Worthy of the master
An incomparable recital by
Casals competition winner Claudio Bohorquez,
reviewed by LAWRENCE BUDMEN
Pablo Casals (1876-1973) revolutionized the cello as a solo instrument. The great Catalan cellist brought a new level of virtuosity and depth to this dark toned string instrument. (Casals was also a superb conductor and a talented composer. He was an artist of the highest moral principle. Casals refused to perform in countries that recognized Spain's fascist government of Francisco Franco.) In the 1920s Casals revived the six suites for solo cello of Johann Sebastian Bach. These groundbreaking works had not been performed in over a century. Cellists of an earlier generation (if they were at all familiar with Bach's suites) considered these works to be unplayable and musically dull and academic. With his vibrant, invigorating performances (and recordings) Casals proved that all Bach's scores needed was an interpreter of daring musical imagination and formidable technical accomplishment. (Casals's recordings of the Bach suites, Dvorak's Cello Concerto, and the bogus Boccherini Cello Concerto set the standard by which all future performances would be judged.) The brilliant young cellist Claudio Bohorquez was the winner of the Pablo Casals International Cello Competition in 2000. Casals's Gofriller cello is now Bohorquez's instrument. Bach's Suite No 3 in C, BWV 1009, was the centerpiece of Bohorquez's stellar recital on 12 August 2004 at Coral Gables Congregational Church in the USA. In the tradition of Casals, Bohorquez proved to be an artist of incomparable magnitude.
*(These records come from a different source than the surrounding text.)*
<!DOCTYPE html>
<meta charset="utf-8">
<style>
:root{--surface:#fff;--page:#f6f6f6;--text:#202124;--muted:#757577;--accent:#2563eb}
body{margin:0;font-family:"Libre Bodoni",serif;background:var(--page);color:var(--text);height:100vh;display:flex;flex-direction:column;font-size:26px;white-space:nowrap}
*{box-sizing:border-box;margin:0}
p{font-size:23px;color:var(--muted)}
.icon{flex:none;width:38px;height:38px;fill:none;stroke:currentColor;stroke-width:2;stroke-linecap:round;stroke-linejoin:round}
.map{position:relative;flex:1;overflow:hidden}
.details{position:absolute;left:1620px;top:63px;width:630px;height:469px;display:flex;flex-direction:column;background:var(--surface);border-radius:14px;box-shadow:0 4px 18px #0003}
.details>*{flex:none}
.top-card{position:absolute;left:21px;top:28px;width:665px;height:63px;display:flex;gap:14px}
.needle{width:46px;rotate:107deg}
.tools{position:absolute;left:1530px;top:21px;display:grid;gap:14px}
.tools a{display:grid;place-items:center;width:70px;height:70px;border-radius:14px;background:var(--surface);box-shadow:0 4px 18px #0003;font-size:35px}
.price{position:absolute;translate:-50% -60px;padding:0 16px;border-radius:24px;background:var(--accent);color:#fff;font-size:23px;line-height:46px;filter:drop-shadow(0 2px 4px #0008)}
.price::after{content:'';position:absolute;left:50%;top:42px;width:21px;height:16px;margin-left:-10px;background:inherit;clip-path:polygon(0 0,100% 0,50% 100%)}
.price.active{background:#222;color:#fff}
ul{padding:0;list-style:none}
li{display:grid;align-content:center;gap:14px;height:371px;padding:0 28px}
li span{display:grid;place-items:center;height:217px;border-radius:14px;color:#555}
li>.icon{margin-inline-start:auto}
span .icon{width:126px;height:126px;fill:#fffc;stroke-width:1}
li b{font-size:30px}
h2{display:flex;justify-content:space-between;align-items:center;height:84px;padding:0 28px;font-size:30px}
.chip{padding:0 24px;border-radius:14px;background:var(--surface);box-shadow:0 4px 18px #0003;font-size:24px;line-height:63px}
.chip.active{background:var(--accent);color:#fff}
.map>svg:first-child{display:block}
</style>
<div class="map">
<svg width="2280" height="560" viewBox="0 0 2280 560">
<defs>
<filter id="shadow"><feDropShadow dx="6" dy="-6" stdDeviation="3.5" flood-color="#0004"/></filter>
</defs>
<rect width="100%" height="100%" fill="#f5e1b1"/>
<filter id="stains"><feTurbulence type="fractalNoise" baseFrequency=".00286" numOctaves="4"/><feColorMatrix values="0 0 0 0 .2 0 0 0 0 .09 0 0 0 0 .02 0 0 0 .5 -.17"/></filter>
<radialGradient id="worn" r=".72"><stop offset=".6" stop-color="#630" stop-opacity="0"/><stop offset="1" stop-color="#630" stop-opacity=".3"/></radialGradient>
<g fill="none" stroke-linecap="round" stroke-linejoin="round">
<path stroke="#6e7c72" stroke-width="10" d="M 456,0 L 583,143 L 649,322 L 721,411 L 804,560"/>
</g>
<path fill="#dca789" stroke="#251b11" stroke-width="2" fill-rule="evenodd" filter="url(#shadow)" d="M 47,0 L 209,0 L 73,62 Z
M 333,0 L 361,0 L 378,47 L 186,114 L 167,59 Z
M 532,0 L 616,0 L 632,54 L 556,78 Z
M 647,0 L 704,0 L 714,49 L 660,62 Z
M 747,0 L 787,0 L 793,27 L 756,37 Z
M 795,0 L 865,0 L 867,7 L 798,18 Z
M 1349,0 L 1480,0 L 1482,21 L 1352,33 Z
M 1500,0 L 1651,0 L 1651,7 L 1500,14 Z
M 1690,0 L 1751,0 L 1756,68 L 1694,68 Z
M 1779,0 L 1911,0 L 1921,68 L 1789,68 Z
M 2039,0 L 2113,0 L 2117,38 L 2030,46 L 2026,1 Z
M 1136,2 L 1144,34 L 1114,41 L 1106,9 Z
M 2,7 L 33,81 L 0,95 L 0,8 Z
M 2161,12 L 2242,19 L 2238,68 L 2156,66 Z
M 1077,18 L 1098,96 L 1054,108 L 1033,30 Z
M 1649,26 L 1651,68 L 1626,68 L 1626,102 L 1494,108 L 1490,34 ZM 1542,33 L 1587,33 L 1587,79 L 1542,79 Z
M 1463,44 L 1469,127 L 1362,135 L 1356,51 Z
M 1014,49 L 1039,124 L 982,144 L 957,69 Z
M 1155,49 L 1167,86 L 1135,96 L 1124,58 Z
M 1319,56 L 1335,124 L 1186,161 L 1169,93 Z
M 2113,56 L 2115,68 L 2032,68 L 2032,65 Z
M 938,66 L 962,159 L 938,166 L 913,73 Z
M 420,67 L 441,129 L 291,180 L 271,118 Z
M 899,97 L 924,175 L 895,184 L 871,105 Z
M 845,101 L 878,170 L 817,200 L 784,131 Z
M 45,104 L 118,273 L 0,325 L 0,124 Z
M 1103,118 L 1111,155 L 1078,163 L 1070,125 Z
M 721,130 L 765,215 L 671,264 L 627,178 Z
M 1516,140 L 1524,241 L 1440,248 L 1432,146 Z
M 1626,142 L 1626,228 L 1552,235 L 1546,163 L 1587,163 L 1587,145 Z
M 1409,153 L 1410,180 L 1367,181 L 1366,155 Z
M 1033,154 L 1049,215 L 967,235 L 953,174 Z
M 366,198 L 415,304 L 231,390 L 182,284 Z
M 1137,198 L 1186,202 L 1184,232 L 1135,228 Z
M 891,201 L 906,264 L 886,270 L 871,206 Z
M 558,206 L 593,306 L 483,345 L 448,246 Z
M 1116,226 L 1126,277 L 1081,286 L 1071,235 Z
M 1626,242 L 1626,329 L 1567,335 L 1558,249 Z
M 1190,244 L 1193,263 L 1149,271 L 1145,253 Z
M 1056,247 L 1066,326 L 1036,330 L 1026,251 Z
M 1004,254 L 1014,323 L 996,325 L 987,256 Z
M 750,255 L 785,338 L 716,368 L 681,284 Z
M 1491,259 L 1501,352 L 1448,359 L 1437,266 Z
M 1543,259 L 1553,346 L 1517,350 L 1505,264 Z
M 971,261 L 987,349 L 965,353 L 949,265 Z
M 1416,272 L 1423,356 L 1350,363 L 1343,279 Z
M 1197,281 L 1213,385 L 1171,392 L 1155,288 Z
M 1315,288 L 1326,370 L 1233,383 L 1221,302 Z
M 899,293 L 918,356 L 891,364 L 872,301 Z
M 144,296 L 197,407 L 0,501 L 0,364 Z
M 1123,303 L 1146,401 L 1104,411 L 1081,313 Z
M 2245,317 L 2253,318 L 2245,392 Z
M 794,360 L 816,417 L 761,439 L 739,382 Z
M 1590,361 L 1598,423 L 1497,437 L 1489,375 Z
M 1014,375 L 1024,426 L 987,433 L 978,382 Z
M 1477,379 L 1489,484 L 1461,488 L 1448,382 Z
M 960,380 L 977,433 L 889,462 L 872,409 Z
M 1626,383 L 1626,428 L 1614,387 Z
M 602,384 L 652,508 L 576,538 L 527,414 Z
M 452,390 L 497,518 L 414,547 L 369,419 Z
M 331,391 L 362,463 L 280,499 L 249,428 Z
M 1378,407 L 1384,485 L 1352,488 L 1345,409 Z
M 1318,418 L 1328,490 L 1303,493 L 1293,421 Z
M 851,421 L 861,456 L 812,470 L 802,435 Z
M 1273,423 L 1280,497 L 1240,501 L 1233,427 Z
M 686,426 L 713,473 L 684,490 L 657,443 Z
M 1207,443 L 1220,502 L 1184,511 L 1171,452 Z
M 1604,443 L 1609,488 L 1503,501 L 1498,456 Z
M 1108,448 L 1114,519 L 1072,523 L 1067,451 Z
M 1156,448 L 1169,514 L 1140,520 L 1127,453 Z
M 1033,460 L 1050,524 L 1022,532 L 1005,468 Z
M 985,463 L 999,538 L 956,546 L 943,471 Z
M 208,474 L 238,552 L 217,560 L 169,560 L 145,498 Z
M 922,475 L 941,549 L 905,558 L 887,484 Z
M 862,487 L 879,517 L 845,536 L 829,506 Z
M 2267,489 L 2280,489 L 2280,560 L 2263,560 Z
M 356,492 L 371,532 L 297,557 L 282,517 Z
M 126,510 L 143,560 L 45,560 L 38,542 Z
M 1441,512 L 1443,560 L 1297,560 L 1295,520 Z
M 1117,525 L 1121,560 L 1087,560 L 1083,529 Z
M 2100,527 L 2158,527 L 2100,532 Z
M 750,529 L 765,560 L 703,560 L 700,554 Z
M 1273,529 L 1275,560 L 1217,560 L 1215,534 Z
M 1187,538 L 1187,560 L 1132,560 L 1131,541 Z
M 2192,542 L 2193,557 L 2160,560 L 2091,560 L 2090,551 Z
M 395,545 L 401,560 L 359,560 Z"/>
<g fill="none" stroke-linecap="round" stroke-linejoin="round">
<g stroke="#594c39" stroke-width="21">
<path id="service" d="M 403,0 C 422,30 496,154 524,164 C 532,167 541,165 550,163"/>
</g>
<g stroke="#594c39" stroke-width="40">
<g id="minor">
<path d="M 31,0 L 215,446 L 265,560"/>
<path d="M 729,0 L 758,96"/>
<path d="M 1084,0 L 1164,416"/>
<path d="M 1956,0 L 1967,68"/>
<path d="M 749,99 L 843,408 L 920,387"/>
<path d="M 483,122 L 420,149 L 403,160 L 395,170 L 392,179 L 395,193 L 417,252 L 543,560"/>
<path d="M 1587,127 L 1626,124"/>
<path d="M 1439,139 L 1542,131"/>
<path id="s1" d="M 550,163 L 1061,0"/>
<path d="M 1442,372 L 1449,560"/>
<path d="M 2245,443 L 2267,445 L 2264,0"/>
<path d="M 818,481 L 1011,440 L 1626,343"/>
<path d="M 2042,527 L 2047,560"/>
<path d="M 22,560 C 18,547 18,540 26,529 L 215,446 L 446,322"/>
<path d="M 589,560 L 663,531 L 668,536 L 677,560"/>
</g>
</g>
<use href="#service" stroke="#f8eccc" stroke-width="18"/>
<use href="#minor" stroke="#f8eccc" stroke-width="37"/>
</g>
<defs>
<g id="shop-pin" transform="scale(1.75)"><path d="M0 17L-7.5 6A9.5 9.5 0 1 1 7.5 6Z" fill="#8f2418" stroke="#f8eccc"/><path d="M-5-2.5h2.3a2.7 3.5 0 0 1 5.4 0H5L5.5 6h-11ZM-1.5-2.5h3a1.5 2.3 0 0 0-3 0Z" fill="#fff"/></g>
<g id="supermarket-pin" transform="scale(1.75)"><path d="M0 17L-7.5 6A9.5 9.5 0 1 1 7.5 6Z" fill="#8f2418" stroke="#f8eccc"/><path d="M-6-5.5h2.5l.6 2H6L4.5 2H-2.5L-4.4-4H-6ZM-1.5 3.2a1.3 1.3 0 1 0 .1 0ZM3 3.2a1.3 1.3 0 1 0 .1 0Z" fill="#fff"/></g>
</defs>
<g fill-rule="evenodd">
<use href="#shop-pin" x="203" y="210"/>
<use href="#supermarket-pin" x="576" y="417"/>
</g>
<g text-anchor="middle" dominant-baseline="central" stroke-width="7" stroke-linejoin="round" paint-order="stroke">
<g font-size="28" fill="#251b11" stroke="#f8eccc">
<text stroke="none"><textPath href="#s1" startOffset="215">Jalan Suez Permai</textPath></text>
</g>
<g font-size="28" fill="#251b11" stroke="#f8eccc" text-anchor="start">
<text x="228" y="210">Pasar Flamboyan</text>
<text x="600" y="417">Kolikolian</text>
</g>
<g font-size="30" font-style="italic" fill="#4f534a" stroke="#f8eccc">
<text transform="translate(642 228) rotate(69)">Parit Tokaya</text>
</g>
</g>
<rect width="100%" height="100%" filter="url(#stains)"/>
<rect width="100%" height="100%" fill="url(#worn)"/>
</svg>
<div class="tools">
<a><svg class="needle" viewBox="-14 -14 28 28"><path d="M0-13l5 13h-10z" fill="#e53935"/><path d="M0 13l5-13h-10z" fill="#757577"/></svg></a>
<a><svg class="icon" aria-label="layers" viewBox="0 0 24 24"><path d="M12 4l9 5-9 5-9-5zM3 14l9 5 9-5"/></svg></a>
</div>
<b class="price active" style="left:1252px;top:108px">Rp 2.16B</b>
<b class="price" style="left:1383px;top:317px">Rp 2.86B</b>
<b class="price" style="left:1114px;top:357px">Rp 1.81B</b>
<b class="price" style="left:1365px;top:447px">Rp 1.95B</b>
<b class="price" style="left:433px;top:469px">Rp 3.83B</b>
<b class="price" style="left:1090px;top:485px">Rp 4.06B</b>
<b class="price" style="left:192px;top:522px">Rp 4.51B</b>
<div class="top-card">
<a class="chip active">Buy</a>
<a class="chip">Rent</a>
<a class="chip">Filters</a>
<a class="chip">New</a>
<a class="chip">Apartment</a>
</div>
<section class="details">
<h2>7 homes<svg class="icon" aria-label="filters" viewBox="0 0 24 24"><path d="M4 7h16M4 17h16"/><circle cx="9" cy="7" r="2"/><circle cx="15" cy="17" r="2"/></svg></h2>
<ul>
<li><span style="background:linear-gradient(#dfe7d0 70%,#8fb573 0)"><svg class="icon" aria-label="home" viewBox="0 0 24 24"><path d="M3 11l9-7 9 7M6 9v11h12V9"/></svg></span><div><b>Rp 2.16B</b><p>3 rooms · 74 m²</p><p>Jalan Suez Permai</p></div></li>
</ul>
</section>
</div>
From the first notes of the Prelude, Bohorquez brought spirited intensity, impeccable technique, and a deeply personal approach to Bach's music. Where other performances tend to be mere technical approximations of Bach's musical notations, Bohorquez transformed the score into an unforgettable artistic experience -- a journey that transcended Baroque style to create something new and striking. Bohorquez's aristocratic phrasing of the Allemande reawakened the music's dance rhythms. His broad, elegantly sculptured approach to the Sarabande produced one of those rare moments when time seemed transfixed -- a performance of truly spiritual sublimity! The subtle grace of the Courante and the beautifully elongated line of the two Bourrees were the hallmark of a musician of rare artistry! The Rococo verve of the concluding Gigue was utterly infectious in Bohorquez's masterful hands. Like the German cellist Christoph Henkel's performance of Bach's Suite No 1 at the Sarasota Music Festival in June 2004, this was music making worthy of the master Casals himself! An eloquent, otherworldly performance of a musical treasure! (This superb version of the Bach suite was dedicated to the memory of the late Miami Herald music critic James Roos.)